Problem ▸ A word-for-word copy of every entry below is required; the images do not belong in it.

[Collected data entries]
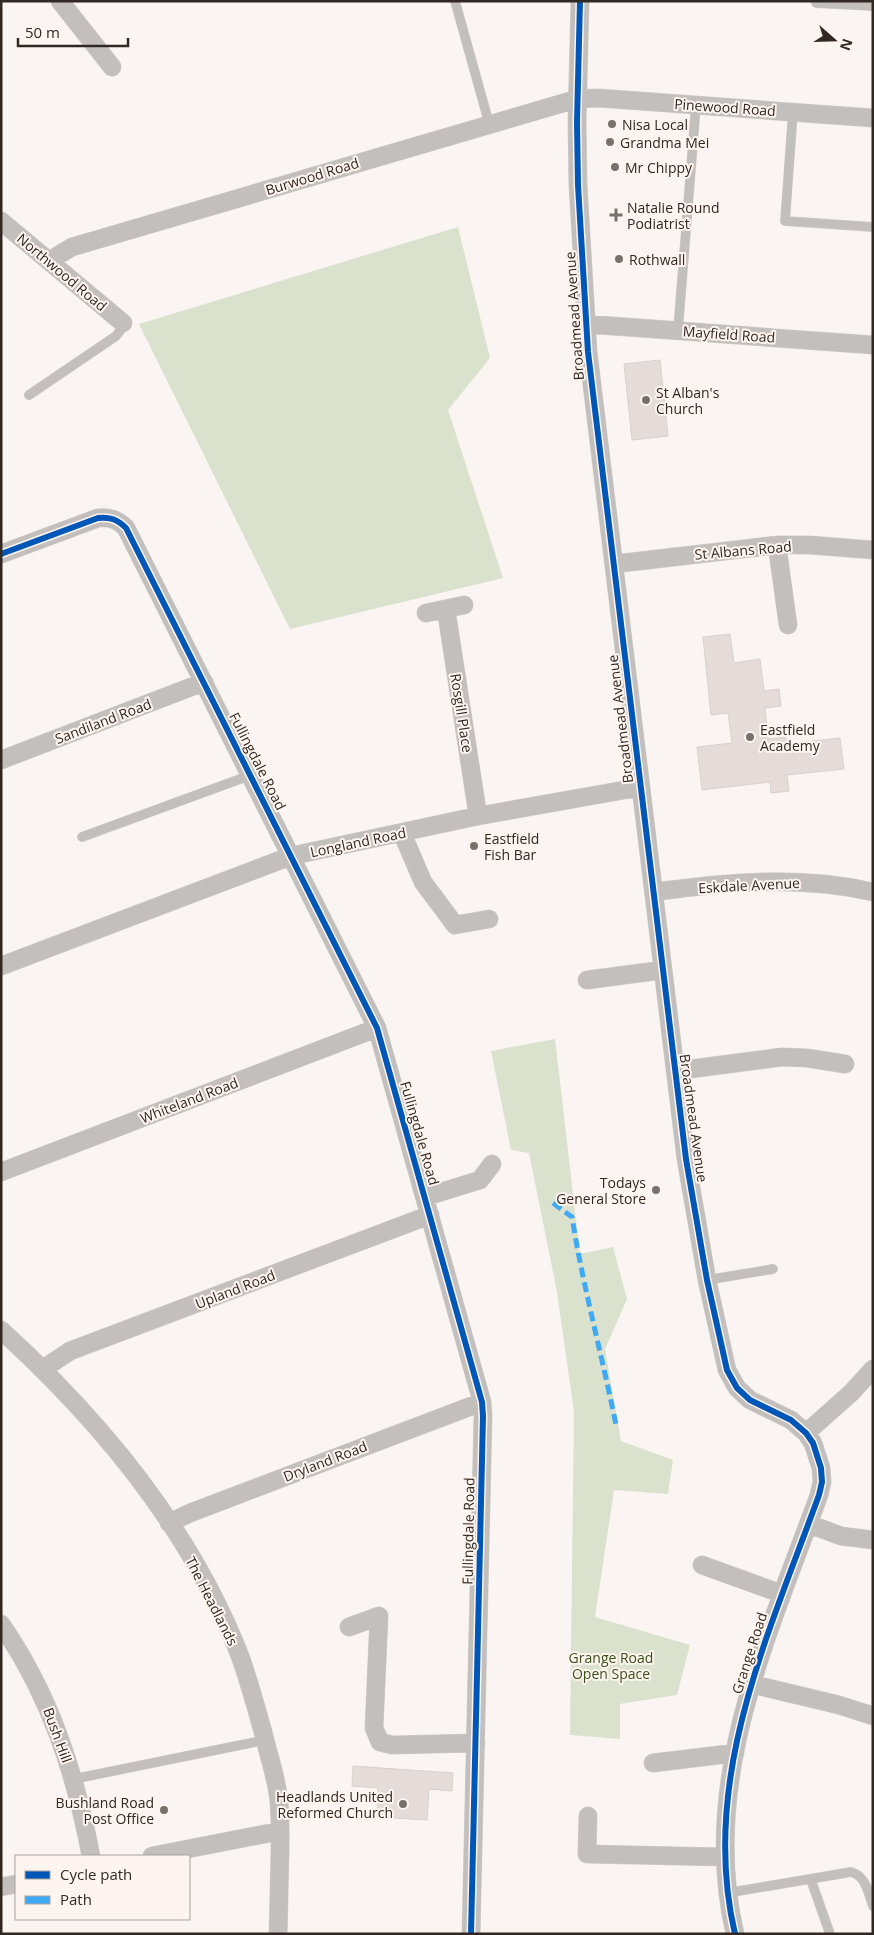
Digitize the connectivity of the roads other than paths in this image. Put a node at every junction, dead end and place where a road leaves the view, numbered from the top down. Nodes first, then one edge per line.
1 (60, 1) edge
2 (455, 1) edge
3 (580, 1) edge
4 (816, 3) dead end
5 (873, 6) edge
6 (112, 66) dead end
7 (577, 99) junction
8 (696, 105) junction
9 (793, 112) junction
10 (873, 118) edge
11 (489, 124) junction
12 (1, 221) edge
13 (873, 227) edge
14 (49, 261) junction
15 (122, 323) joint
16 (586, 324) junction
17 (678, 330) junction
18 (873, 345) edge
19 (29, 395) dead end
20 (777, 545) junction
21 (873, 550) edge
22 (1, 554) edge
23 (614, 564) junction
24 (464, 605) dead end
25 (446, 609) junction
26 (426, 613) dead end
27 (788, 625) dead end
28 (204, 682) junction
29 (1, 760) edge
30 (251, 775) junction
31 (641, 788) junction
32 (478, 816) junction
33 (402, 833) junction
34 (82, 837) dead end
35 (291, 856) junction
36 (654, 892) junction
37 (873, 892) edge
38 (489, 919) dead end
39 (1, 966) edge
40 (663, 970) junction
41 (587, 980) dead end
42 (377, 1028) junction
43 (845, 1064) dead end
44 (675, 1071) junction
45 (492, 1164) dead end
46 (1, 1172) edge
47 (426, 1197) junction
48 (430, 1214) junction
49 (773, 1268) dead end
50 (707, 1280) junction
51 (1, 1330) edge
52 (43, 1369) junction
53 (873, 1369) edge
54 (482, 1402) junction
55 (769, 1410) joint
56 (806, 1433) junction
57 (169, 1523) junction
58 (809, 1524) junction
59 (873, 1540) edge
60 (702, 1565) dead end
61 (782, 1594) junction
62 (1, 1624) edge
63 (349, 1627) dead end
64 (751, 1684) junction
65 (873, 1716) edge
66 (265, 1740) junction
67 (476, 1743) junction
68 (735, 1753) junction
69 (653, 1763) dead end
70 (74, 1779) junction
71 (588, 1816) dead end
72 (280, 1830) junction
73 (91, 1855) edge
74 (157, 1855) edge
75 (724, 1857) junction
76 (811, 1880) junction
77 (15, 1884) edge
78 (1, 1887) edge
79 (727, 1893) junction
80 (873, 1906) edge
81 (278, 1934) edge
82 (471, 1934) edge
83 (735, 1934) edge
84 (830, 1934) edge

1 - 6 street
2 - 11 lane
3 - 7 street, Broadmead Avenue
4 - 5 lane
7 - 8 street, Pinewood Road
7 - 11 street, Burwood Road
7 - 16 street, Broadmead Avenue
8 - 9 street, Pinewood Road
8 - 17 lane
9 - 10 street, Pinewood Road
9 - 13 lane
11 - 14 street, Burwood Road
12 - 14 street, Northwood Road
14 - 15 street, Northwood Road
15 - 19 lane
16 - 17 street, Mayfield Road
16 - 23 street, Broadmead Avenue
17 - 18 street, Mayfield Road
20 - 21 street, St Albans Road
20 - 23 street, St Albans Road
20 - 27 street
22 - 28 street, Fullingdale Road
23 - 31 street, Broadmead Avenue
24 - 25 street
25 - 26 street
25 - 32 street, Rosgill Place
28 - 29 street, Sandiland Road
28 - 30 street, Fullingdale Road
30 - 34 lane
30 - 35 street, Fullingdale Road
31 - 32 street, Longland Road
31 - 36 street, Broadmead Avenue
32 - 33 street, Longland Road
33 - 35 street, Longland Road
33 - 38 street
35 - 39 street, Longland Road
35 - 42 street, Fullingdale Road
36 - 37 street, Eskdale Avenue
36 - 40 street, Broadmead Avenue
40 - 41 street
40 - 44 street, Broadmead Avenue
42 - 46 street, Whiteland Road
42 - 47 street, Fullingdale Road
43 - 44 street
44 - 50 street, Broadmead Avenue
45 - 47 street
47 - 48 street, Fullingdale Road
48 - 52 street, Upland Road
48 - 54 street, Fullingdale Road
49 - 50 lane
50 - 55 street, Broadmead Avenue
51 - 52 street, The Headlands
52 - 57 street, The Headlands
53 - 56 street
54 - 57 street, Dryland Road
54 - 67 street, Fullingdale Road
55 - 56 street, Grange Road
56 - 58 street, Grange Road
57 - 66 street, The Headlands
58 - 59 street
58 - 61 street, Grange Road
60 - 61 street
61 - 64 street, Grange Road
62 - 70 street, Bush Hill
63 - 67 street
64 - 65 street
64 - 68 street, Grange Road
66 - 70 lane
66 - 72 street, The Headlands
67 - 82 street, Fullingdale Road
68 - 69 street
68 - 75 street, Grange Road
70 - 73 street, Bush Hill
71 - 75 street
72 - 74 street
72 - 81 street, The Headlands
75 - 79 street, Grange Road
76 - 79 lane
76 - 80 lane
76 - 84 lane
77 - 78 street
79 - 83 street, Grange Road

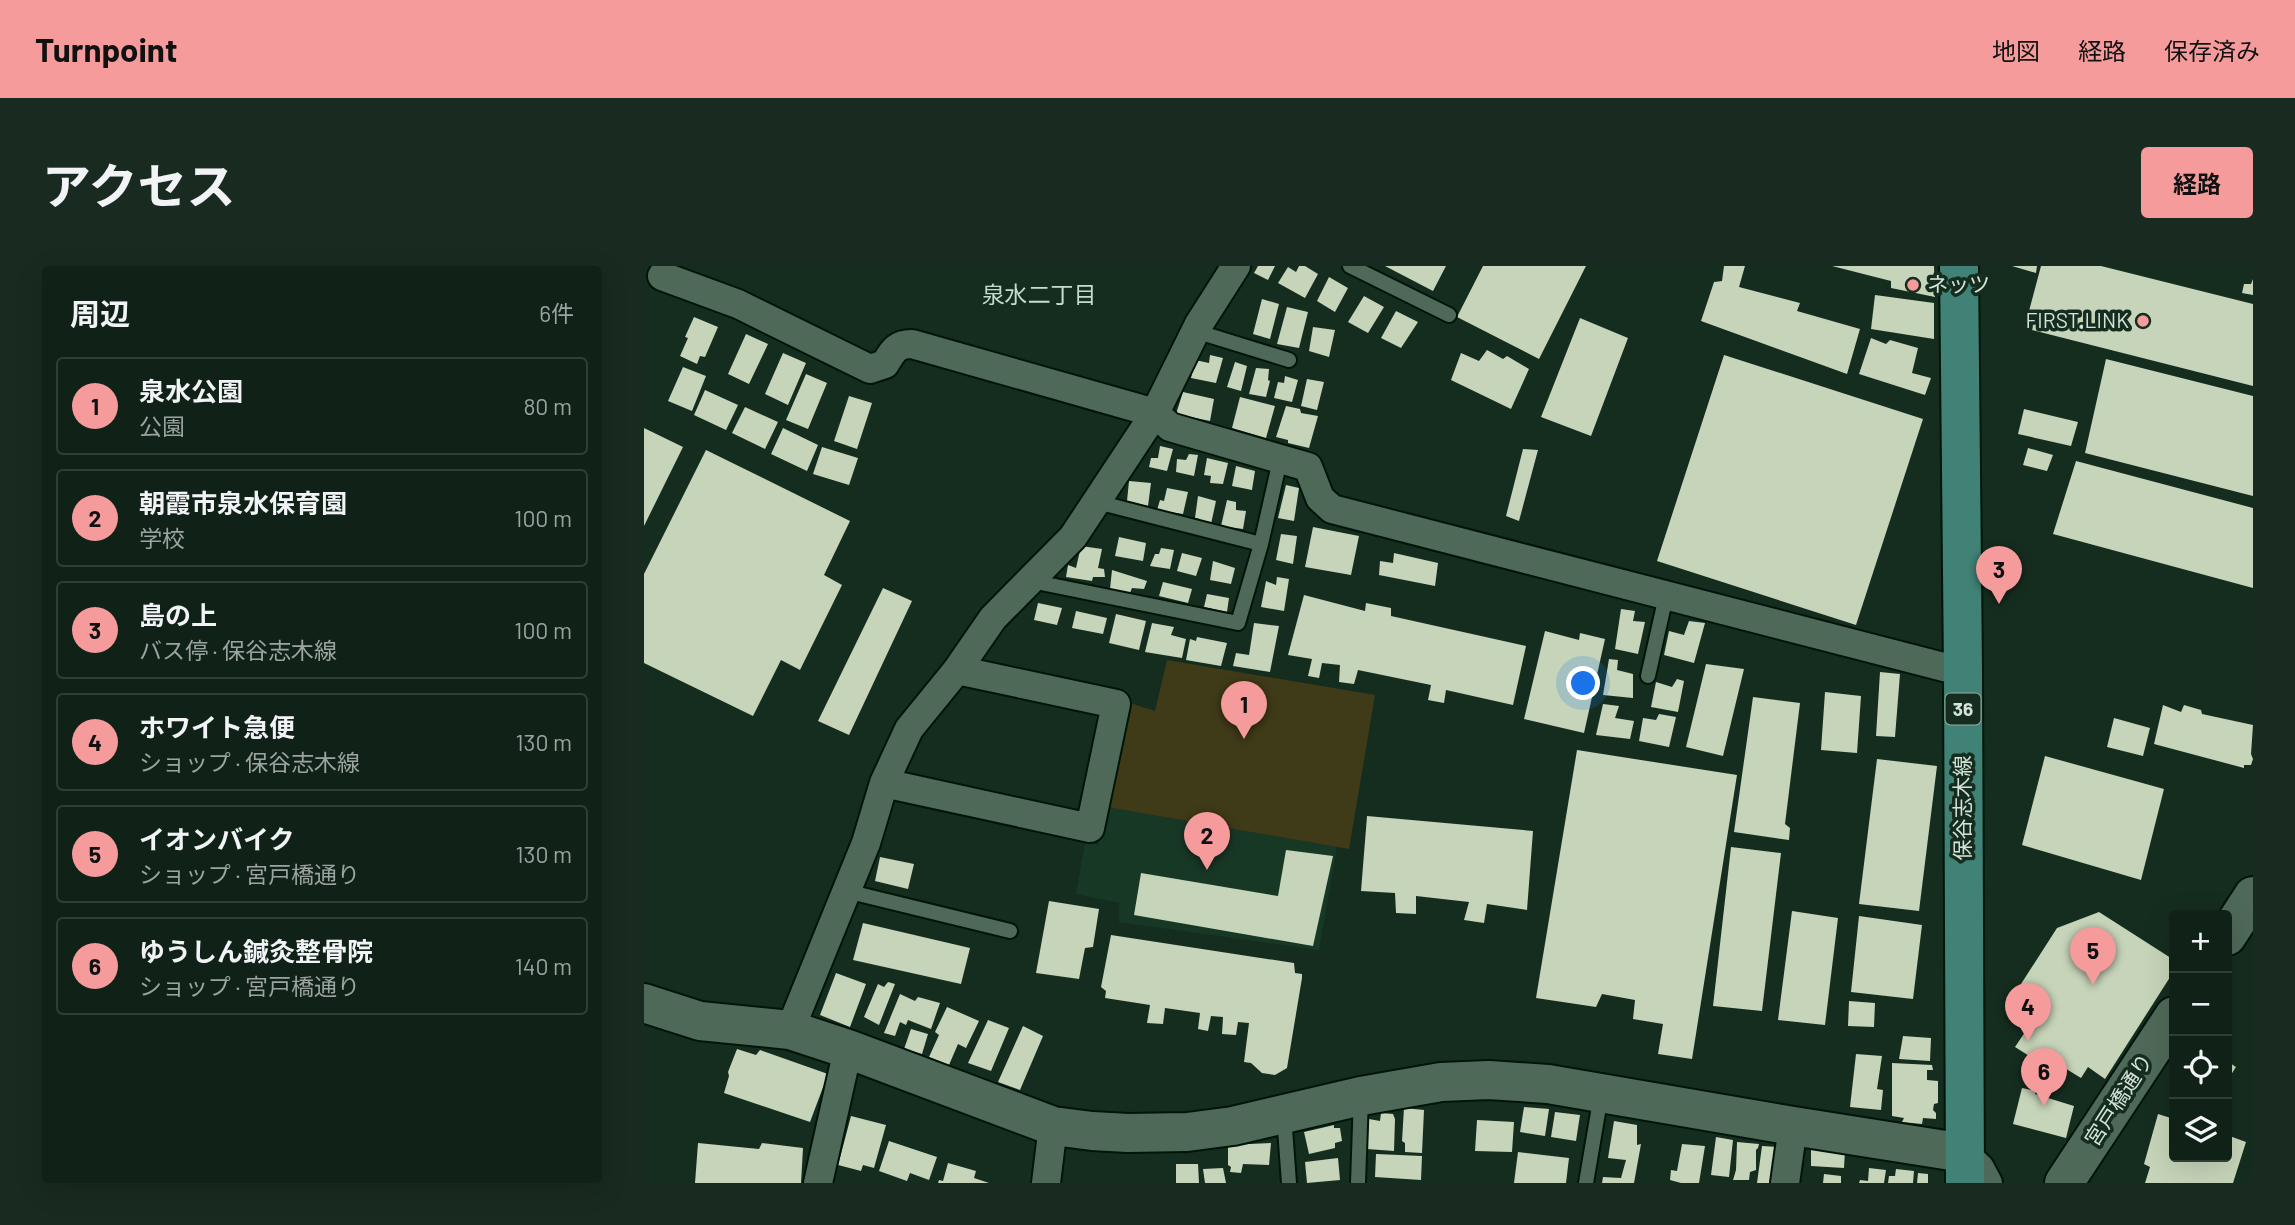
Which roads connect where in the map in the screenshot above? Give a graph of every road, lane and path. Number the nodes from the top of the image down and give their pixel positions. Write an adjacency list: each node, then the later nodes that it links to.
1 (1236, 266): 6 (street)
2 (1350, 266): 5 (lane)
3 (1959, 266): 15 (main road, 保谷志木線 / 36)
4 (662, 276): 8 (street)
5 (1449, 315)
6 (1195, 331): 7 (lane); 8 (street)
7 (1289, 360)
8 (1155, 413): 9 (street); 10 (street)
9 (1280, 460): 11 (lane); 13 (street)
10 (1097, 502): 11 (lane); 12 (street)
11 (1261, 544): 12 (lane)
12 (1031, 581): 14 (street)
13 (1666, 596): 15 (street); 16 (lane)
14 (957, 670): 17 (street); 17 (street)
15 (1963, 672): 31 (main road, 保谷志木線 / 36)
16 (1648, 676)
17 (884, 783): 18 (street)
18 (846, 891): 21 (lane); 24 (street)
19 (2253, 897): 20 (street)
20 (2232, 928)
21 (1010, 931)
22 (644, 1004): 24 (street)
23 (2169, 1024): 39 (street, 宮戸橋通り)
24 (790, 1030): 25 (street)
25 (848, 1049): 29 (street); 32 (street)
26 (1601, 1093): 27 (street); 30 (street); 36 (lane)
27 (1361, 1096): 28 (street); 35 (lane)
28 (1284, 1115): 29 (street); 34 (lane)
29 (1054, 1126): 33 (street)
30 (1793, 1126): 31 (street); 37 (street)
31 (1965, 1168): 38 (street)
32 (818, 1183)
33 (1046, 1183)
34 (1289, 1183)
35 (1358, 1183)
36 (1586, 1183)
37 (1785, 1183)
38 (1988, 1183)
39 (2064, 1183)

Reply ▸
Digitize the connectivity of the roads other than paths in this image. Put a node at every junction, dead end and place where a road leaves the view, numbered from the top down. Nodes first, then one edge per line.
1 (60, 1) edge
2 (455, 1) edge
3 (580, 1) edge
4 (816, 3) dead end
5 (873, 6) edge
6 (112, 66) dead end
7 (577, 99) junction
8 (696, 105) junction
9 (793, 112) junction
10 (873, 118) edge
11 (489, 124) junction
12 (1, 221) edge
13 (873, 227) edge
14 (49, 261) junction
15 (122, 323) joint
16 (586, 324) junction
17 (678, 330) junction
18 (873, 345) edge
19 (29, 395) dead end
20 (777, 545) junction
21 (873, 550) edge
22 (1, 554) edge
23 (614, 564) junction
24 (464, 605) dead end
25 (446, 609) junction
26 (426, 613) dead end
27 (788, 625) dead end
28 (204, 682) junction
29 (1, 760) edge
30 (251, 775) junction
31 (641, 788) junction
32 (478, 816) junction
33 (402, 833) junction
34 (82, 837) dead end
35 (291, 856) junction
36 (654, 892) junction
37 (873, 892) edge
38 (489, 919) dead end
39 (1, 966) edge
40 (663, 970) junction
41 (587, 980) dead end
42 (377, 1028) junction
43 (845, 1064) dead end
44 (675, 1071) junction
45 (492, 1164) dead end
46 (1, 1172) edge
47 (426, 1197) junction
48 (430, 1214) junction
49 (773, 1268) dead end
50 (707, 1280) junction
51 (1, 1330) edge
52 (43, 1369) junction
53 (873, 1369) edge
54 (482, 1402) junction
55 (769, 1410) joint
56 (806, 1433) junction
57 (169, 1523) junction
58 (809, 1524) junction
59 (873, 1540) edge
60 (702, 1565) dead end
61 (782, 1594) junction
62 (1, 1624) edge
63 (349, 1627) dead end
64 (751, 1684) junction
65 (873, 1716) edge
66 (265, 1740) junction
67 (476, 1743) junction
68 (735, 1753) junction
69 (653, 1763) dead end
70 (74, 1779) junction
71 (588, 1816) dead end
72 (280, 1830) junction
73 (91, 1855) edge
74 (157, 1855) edge
75 (724, 1857) junction
76 (811, 1880) junction
77 (15, 1884) edge
78 (1, 1887) edge
79 (727, 1893) junction
80 (873, 1906) edge
81 (278, 1934) edge
82 (471, 1934) edge
83 (735, 1934) edge
84 (830, 1934) edge

1 - 6 street
2 - 11 lane
3 - 7 street, Broadmead Avenue
4 - 5 lane
7 - 8 street, Pinewood Road
7 - 11 street, Burwood Road
7 - 16 street, Broadmead Avenue
8 - 9 street, Pinewood Road
8 - 17 lane
9 - 10 street, Pinewood Road
9 - 13 lane
11 - 14 street, Burwood Road
12 - 14 street, Northwood Road
14 - 15 street, Northwood Road
15 - 19 lane
16 - 17 street, Mayfield Road
16 - 23 street, Broadmead Avenue
17 - 18 street, Mayfield Road
20 - 21 street, St Albans Road
20 - 23 street, St Albans Road
20 - 27 street
22 - 28 street, Fullingdale Road
23 - 31 street, Broadmead Avenue
24 - 25 street
25 - 26 street
25 - 32 street, Rosgill Place
28 - 29 street, Sandiland Road
28 - 30 street, Fullingdale Road
30 - 34 lane
30 - 35 street, Fullingdale Road
31 - 32 street, Longland Road
31 - 36 street, Broadmead Avenue
32 - 33 street, Longland Road
33 - 35 street, Longland Road
33 - 38 street
35 - 39 street, Longland Road
35 - 42 street, Fullingdale Road
36 - 37 street, Eskdale Avenue
36 - 40 street, Broadmead Avenue
40 - 41 street
40 - 44 street, Broadmead Avenue
42 - 46 street, Whiteland Road
42 - 47 street, Fullingdale Road
43 - 44 street
44 - 50 street, Broadmead Avenue
45 - 47 street
47 - 48 street, Fullingdale Road
48 - 52 street, Upland Road
48 - 54 street, Fullingdale Road
49 - 50 lane
50 - 55 street, Broadmead Avenue
51 - 52 street, The Headlands
52 - 57 street, The Headlands
53 - 56 street
54 - 57 street, Dryland Road
54 - 67 street, Fullingdale Road
55 - 56 street, Grange Road
56 - 58 street, Grange Road
57 - 66 street, The Headlands
58 - 59 street
58 - 61 street, Grange Road
60 - 61 street
61 - 64 street, Grange Road
62 - 70 street, Bush Hill
63 - 67 street
64 - 65 street
64 - 68 street, Grange Road
66 - 70 lane
66 - 72 street, The Headlands
67 - 82 street, Fullingdale Road
68 - 69 street
68 - 75 street, Grange Road
70 - 73 street, Bush Hill
71 - 75 street
72 - 74 street
72 - 81 street, The Headlands
75 - 79 street, Grange Road
76 - 79 lane
76 - 80 lane
76 - 84 lane
77 - 78 street
79 - 83 street, Grange Road

Which roads connect where in the map in the screenshot above? Give a graph of every road, lane and path. Number the nodes from the top of the image down and give their pixel positions. Write an adjacency list: each node, then the later nodes that it links to.
1 (1236, 266): 6 (street)
2 (1350, 266): 5 (lane)
3 (1959, 266): 15 (main road, 保谷志木線 / 36)
4 (662, 276): 8 (street)
5 (1449, 315)
6 (1195, 331): 7 (lane); 8 (street)
7 (1289, 360)
8 (1155, 413): 9 (street); 10 (street)
9 (1280, 460): 11 (lane); 13 (street)
10 (1097, 502): 11 (lane); 12 (street)
11 (1261, 544): 12 (lane)
12 (1031, 581): 14 (street)
13 (1666, 596): 15 (street); 16 (lane)
14 (957, 670): 17 (street); 17 (street)
15 (1963, 672): 31 (main road, 保谷志木線 / 36)
16 (1648, 676)
17 (884, 783): 18 (street)
18 (846, 891): 21 (lane); 24 (street)
19 (2253, 897): 20 (street)
20 (2232, 928)
21 (1010, 931)
22 (644, 1004): 24 (street)
23 (2169, 1024): 39 (street, 宮戸橋通り)
24 (790, 1030): 25 (street)
25 (848, 1049): 29 (street); 32 (street)
26 (1601, 1093): 27 (street); 30 (street); 36 (lane)
27 (1361, 1096): 28 (street); 35 (lane)
28 (1284, 1115): 29 (street); 34 (lane)
29 (1054, 1126): 33 (street)
30 (1793, 1126): 31 (street); 37 (street)
31 (1965, 1168): 38 (street)
32 (818, 1183)
33 (1046, 1183)
34 (1289, 1183)
35 (1358, 1183)
36 (1586, 1183)
37 (1785, 1183)
38 (1988, 1183)
39 (2064, 1183)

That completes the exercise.